Dans nos sociétés africaines, le mariage précoce est toujours d’actualité. Au Burkina Faso, pays des Hommes intègres, cette pratique quoi que l’on dise perdure et aucune communauté n’y échappe.
Plus de 52% des femmes sont mariées avant l’âge de 18 ans et 10% avant l’âge de 15 ans, selon l’UNICEF. A l’évocation du terme « mariage précoce » ou encore « mariage d’enfants », la plupart des personnes ont tendance à s’attrister de cette situation que vivent certaines jeunes filles. Eh non, sachez que cette appellation n’est pas propre aux jeunes filles ; elle inclut également les jeunes-hommes. Le vocable désigne donc toute victime (homme et femme) d’une union conjugale qui ne respecte pas les conditions d’âge prévue par la loi. Le Code des personnes et de la famille (CPF) en son article 238 est clair, le mariage peut être célébré entre un homme âgé de plus de 20 ans et une femme de plus de 17 ans, sauf dispense d’âge accordée pour motif grave par le tribunal civil. Cette dispense d’âge ne peut être accordée en aucun cas pour un homme ayant moins de 18 ans et une femme ayant moins de 15 ans.

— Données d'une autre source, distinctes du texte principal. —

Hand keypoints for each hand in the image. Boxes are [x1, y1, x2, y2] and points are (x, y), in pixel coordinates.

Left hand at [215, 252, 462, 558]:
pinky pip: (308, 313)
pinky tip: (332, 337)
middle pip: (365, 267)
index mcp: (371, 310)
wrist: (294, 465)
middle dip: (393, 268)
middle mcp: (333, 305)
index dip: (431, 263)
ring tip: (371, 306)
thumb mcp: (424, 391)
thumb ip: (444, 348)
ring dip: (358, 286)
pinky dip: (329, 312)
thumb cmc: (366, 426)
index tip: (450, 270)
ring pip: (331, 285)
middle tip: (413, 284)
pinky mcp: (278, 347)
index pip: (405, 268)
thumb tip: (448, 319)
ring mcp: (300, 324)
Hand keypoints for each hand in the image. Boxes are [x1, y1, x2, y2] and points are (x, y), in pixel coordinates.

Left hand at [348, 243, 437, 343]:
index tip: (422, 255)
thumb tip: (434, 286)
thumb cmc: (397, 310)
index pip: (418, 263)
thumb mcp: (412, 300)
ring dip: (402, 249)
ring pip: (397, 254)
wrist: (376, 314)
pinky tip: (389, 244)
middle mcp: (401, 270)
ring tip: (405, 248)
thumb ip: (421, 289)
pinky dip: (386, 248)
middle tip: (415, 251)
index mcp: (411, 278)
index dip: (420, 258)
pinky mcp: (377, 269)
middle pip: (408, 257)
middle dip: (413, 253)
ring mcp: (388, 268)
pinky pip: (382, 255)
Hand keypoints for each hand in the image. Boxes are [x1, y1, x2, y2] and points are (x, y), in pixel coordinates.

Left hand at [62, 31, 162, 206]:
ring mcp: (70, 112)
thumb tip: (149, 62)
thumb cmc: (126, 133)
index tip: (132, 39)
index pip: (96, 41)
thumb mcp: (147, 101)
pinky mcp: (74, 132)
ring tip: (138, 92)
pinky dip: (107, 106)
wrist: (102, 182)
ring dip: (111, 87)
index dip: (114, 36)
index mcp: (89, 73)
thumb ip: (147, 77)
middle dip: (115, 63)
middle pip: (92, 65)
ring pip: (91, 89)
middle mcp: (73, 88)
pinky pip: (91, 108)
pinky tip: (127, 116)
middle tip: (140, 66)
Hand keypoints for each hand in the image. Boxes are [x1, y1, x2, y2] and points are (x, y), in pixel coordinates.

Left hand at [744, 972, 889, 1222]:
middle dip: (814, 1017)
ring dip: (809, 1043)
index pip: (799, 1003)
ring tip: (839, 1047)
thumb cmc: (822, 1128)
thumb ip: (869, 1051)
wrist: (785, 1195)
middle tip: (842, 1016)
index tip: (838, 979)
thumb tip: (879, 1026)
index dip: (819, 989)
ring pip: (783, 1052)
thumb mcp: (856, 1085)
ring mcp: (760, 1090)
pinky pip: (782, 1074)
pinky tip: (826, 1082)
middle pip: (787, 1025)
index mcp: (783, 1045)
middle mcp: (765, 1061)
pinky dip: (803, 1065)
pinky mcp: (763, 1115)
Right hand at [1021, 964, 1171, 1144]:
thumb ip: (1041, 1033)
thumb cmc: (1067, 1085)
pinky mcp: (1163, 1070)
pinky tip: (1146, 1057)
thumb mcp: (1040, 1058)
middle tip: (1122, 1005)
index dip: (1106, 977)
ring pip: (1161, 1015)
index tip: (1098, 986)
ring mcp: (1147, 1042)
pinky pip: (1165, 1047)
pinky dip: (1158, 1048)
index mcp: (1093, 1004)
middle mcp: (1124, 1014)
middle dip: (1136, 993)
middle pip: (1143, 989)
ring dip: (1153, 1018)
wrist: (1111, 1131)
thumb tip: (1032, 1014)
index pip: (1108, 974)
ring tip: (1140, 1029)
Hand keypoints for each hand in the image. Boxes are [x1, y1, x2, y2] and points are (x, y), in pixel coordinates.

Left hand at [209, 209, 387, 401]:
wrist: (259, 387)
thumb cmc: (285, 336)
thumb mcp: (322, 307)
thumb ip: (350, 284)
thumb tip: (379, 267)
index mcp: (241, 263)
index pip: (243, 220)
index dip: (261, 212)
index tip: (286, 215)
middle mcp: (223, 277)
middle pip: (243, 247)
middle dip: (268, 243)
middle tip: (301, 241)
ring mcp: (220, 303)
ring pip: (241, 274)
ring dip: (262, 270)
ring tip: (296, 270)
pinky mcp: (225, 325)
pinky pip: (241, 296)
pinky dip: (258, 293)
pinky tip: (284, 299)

L’interprétation fait du tableau de l’évolution de l’effectif des cas de mariages précoces par région et selon le sexe pendant les cinq dernières années (2013-2017), contenu dans l’annuaire statistique du ministère de la femme, de la solidarité nationale, de la famille et de l’action humanitaire, édition 2018, classe la région de l’Est première avec 334 cas dont 325 femmes et 9 hommes. Elle est suivie du Centre-nord avec 114 cas dont 110 femmes et 4 hommes. La Boucle du mouhoun est troisième avec 103 cas dont 95 femmes et 8 hommes. Quatrième, le Sahel, compte 91 cas dont 89 femmes et 2 hommes. Les Hauts-bassins arrivent à la cinquième place avec 62 cas dont 58 femmes et 4 hommes. La sixième place est réservée au Centre-ouest qui comptabilise 50 cas dont 41 femmes et 9 hommes. Le Sud-ouest est septième avec 46 cas dont 38 femmes et 8 hommes. Le Centre-est, huitième, totalise 43 cas dont 42 femmes et 1 homme. Le Centre-sud est neuvième avec 28 cas dont 26 femmes et 2 hommes. Dixième et dixième ex éco, le Centre et le Nord affiche 27 cas ; la première région compte 23 femmes et 4 hommes tandis que la seconde, 27 femmes et aucun homme. Quinze (15) femmes et 6 hommes soit 21 cas, c’est le total que présentent les Cascades pour occuper la douzième place. Le Plateau-central ferme la marche avec 16 cas dont 16 femmes et aucun homme. Soit un total de 975 cas au plan national (918 filles, 57 garçons).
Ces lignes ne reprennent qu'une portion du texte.